He vuelto a leer a Haruki Murakami, tras más de un año de abandono. Descubrí como lector al narrador japonés hace dos años, en un aeropuerto, por casualidad, y me atrapó tanto que leí, muy seguido, todo lo que encontré de él: Al sur de la frontera, al oeste del sol, Tokio blues. Norwegian Wood, Kafka en la orilla, Sputnik, mi amor y Crónica del pájaro que da cuerda al mundo. Tantas obras y tan seguidas que acabé un poco ahíto de su estilo y de sus tramas y ya no compré dos de sus más recientes libros: los cuentos de Sauce ciego, mujer dormida y la novela After dark.
Compré hace dos meses los cuentos y, en edición barata de bolsillo (en los Compactos de Anagrama, 9,50 euros), una de sus primeras novelas, La caza del carnero salvaje. Los cuentos son muy irregulares, los hay magníficos y los hay detestables. Se diría que la presencia de algunos en el volumen se debe sólo a que el autor tenía que completar un número determinado de páginas. La caza del carnero, sin embargo, me parece un Murakami puro y del mejor.
El autor ha contado alguna vez que un día muy concreto, de pronto, decidió dedicarse a escribir, a ser escritor. Fue -dice- como una revelación, un día en que estaba viendo un partido de béisbol, durante una jugada clave, en el instante preciso en que el bateador golpeaba la pelota… «No tenía a nadie que me enseñase a escribir, así que tuve que basarme en lo que sabía, que por entonces era la música (…) Aún hoy, al sentarme frente al teclado de la computadora, pienso que estoy ante un piano y me pongo a tocar».

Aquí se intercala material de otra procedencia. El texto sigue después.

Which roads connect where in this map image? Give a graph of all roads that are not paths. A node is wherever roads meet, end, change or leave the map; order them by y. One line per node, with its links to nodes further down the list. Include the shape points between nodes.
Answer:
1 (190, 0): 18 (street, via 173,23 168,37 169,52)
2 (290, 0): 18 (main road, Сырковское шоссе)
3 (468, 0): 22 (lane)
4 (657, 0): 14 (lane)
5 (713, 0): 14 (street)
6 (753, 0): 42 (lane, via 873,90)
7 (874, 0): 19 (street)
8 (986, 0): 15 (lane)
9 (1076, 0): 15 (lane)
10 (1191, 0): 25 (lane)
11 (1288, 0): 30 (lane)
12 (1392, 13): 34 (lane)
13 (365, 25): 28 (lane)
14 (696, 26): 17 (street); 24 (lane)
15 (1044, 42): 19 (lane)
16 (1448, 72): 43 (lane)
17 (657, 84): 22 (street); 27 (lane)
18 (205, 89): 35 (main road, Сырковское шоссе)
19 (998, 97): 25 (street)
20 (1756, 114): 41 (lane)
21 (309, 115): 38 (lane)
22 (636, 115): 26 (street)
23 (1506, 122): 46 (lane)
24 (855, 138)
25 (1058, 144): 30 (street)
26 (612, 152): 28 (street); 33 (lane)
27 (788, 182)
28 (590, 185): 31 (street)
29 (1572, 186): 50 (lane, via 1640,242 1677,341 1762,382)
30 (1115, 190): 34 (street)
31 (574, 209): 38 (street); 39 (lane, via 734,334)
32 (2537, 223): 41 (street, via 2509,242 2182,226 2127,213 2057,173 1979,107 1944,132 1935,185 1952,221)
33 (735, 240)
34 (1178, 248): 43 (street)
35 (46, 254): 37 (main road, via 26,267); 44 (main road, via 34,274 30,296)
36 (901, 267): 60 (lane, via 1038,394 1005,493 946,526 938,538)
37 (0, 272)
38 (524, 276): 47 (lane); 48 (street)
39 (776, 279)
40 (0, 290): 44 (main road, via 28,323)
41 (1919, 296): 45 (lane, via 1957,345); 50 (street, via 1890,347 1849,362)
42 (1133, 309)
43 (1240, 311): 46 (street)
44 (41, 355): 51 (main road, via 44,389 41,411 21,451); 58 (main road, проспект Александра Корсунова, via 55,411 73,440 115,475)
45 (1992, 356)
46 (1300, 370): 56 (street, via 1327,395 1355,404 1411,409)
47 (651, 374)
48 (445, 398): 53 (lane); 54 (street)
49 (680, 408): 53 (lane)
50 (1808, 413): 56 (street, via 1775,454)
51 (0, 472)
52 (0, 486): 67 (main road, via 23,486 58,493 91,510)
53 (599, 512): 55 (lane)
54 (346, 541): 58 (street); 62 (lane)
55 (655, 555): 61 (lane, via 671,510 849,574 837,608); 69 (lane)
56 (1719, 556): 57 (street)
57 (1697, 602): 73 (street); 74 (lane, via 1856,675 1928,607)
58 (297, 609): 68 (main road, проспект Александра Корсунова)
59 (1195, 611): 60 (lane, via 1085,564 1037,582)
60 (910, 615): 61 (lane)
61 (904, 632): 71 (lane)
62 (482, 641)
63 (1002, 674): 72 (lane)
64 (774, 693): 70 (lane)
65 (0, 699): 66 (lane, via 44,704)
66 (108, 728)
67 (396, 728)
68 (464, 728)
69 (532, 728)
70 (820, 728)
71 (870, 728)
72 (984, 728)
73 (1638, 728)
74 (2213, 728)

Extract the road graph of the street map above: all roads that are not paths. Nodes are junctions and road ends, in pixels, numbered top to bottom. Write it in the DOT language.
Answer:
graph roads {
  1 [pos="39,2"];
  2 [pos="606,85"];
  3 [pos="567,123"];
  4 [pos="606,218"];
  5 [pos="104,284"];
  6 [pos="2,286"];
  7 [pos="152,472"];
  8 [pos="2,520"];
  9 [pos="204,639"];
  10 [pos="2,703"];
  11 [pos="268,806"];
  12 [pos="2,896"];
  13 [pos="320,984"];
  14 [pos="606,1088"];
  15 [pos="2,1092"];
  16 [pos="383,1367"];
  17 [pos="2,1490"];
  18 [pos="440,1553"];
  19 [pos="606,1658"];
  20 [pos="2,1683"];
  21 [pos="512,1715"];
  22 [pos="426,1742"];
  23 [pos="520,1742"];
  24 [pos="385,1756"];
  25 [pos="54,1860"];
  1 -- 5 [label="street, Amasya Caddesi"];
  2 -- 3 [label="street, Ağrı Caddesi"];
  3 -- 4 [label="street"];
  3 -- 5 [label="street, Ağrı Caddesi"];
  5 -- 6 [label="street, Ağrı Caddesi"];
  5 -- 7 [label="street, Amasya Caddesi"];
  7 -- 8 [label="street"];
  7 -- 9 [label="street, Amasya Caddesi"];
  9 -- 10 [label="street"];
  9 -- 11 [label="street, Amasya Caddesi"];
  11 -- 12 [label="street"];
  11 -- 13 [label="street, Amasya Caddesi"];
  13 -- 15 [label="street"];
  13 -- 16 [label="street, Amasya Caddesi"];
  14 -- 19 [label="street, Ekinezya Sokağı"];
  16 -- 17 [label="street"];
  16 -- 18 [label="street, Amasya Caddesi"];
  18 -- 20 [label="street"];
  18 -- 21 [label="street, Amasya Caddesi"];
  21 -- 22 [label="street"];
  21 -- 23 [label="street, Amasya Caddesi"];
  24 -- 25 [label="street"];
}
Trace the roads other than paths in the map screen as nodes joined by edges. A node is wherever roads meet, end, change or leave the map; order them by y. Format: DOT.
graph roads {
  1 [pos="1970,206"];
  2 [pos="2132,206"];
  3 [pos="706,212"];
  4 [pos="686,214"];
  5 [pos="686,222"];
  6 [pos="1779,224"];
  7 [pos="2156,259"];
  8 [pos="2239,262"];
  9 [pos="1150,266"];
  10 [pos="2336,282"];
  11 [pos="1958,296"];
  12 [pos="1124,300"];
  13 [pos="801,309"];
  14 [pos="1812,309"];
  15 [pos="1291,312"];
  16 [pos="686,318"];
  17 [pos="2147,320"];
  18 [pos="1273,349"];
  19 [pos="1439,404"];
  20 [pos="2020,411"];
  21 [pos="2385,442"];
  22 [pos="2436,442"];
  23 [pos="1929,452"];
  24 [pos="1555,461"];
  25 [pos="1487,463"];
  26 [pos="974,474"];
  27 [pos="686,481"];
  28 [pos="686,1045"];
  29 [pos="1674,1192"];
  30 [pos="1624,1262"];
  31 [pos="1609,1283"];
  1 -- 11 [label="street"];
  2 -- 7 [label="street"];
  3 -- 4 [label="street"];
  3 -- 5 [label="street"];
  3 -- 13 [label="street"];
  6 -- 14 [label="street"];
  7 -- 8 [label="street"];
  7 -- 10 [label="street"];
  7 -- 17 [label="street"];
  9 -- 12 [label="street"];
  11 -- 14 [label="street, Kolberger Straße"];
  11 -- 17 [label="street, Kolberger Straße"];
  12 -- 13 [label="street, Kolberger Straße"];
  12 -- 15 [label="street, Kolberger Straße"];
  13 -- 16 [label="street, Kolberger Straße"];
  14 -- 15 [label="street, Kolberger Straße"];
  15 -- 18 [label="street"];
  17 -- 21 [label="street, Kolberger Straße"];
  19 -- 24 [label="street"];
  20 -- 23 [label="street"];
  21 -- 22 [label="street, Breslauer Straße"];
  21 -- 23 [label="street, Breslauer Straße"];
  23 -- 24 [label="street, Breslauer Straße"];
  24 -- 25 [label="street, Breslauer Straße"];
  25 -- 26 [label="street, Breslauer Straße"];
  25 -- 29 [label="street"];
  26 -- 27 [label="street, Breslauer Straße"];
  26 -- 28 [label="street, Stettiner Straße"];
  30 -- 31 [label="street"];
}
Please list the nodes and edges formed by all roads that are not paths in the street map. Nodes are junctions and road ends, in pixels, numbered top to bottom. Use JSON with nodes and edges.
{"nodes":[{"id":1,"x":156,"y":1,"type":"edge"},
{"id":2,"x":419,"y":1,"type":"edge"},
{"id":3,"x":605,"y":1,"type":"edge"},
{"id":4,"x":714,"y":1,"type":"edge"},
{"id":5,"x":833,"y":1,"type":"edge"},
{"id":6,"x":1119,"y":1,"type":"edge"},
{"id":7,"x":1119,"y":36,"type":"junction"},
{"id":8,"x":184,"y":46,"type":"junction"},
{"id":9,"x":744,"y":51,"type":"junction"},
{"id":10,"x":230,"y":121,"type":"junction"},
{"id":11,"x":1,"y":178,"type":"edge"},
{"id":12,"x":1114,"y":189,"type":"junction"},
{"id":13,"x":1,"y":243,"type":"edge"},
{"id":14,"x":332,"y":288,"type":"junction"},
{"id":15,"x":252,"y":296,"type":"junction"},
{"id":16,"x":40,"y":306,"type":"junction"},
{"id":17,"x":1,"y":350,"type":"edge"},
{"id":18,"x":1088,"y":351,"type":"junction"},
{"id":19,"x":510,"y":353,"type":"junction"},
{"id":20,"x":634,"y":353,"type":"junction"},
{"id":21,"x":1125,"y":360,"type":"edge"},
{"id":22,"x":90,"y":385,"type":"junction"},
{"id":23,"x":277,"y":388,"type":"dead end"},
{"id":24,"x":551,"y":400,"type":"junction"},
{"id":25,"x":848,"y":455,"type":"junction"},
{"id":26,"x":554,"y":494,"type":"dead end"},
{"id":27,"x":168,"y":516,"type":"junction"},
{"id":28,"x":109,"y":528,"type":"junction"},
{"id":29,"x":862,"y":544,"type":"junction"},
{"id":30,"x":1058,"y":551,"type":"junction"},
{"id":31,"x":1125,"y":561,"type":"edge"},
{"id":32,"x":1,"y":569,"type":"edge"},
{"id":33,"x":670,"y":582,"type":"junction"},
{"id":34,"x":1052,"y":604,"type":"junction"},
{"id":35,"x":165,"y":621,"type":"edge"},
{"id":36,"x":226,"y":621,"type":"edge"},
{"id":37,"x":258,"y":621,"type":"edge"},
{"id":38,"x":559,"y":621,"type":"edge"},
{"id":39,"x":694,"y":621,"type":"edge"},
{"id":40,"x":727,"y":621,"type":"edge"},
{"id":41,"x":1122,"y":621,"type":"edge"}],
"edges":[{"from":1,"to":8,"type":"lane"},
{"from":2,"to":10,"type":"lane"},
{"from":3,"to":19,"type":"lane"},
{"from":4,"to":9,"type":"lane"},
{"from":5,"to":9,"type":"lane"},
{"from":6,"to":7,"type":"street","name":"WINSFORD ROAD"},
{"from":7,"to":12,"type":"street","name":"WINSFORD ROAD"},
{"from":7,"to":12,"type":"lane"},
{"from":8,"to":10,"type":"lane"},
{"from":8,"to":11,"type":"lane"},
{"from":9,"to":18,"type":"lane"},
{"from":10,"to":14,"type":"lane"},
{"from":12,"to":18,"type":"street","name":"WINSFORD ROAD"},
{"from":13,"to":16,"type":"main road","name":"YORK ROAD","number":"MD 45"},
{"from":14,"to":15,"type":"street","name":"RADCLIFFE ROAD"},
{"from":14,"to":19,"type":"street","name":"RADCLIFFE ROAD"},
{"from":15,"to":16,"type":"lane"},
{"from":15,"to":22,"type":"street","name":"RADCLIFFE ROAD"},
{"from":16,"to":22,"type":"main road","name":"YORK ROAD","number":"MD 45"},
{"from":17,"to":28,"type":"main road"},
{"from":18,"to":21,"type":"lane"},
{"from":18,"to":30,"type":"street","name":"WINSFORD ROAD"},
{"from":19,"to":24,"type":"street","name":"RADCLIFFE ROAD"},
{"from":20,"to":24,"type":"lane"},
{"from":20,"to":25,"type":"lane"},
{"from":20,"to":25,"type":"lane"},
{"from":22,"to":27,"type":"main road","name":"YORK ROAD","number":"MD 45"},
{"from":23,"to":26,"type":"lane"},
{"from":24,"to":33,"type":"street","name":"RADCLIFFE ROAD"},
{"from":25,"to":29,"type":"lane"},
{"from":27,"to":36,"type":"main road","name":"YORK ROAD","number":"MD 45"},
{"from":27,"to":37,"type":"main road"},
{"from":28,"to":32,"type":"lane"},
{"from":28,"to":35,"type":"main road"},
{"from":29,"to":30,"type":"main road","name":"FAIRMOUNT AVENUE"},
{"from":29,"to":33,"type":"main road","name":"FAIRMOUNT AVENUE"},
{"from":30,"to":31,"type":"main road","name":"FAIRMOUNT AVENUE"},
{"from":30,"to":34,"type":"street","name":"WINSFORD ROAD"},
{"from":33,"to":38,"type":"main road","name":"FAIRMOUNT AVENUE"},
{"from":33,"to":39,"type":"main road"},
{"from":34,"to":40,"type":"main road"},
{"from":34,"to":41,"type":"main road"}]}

La caza del carnero salvaje no parece la obra de un principiante, la ejecución pianística de un novel. La llevo por la mitad, y me gusta más que muchas de las obras de Murakami que he leído antes. Responde mucho a esto que contaba el propio Murkami en una de sus escasas entrevistas:
«Yo empiezo a escribir sin ninguna estructura, apenas con alguna imagen o una serie de personajes que me interesan. Así como los lectores, no puedo esperar a dar vuelta la página para saber qué pasa con esta gente que he creado, porque no tengo idea del argumento, simplemente dejo que la historia fluya libremente desde mi interior y me sorprendo a mí mismo. Por eso creo que la libre improvisación es simplemente llegar a la esquina sin aliento para ver qué hay al girar en ella, con un sentimiento de excitación que debería ser transferido a los lectores, lo mismo que la sensación de libertad. Esto ya es el punto final, la elevación, esa emoción que uno experimenta al completar su interpretación».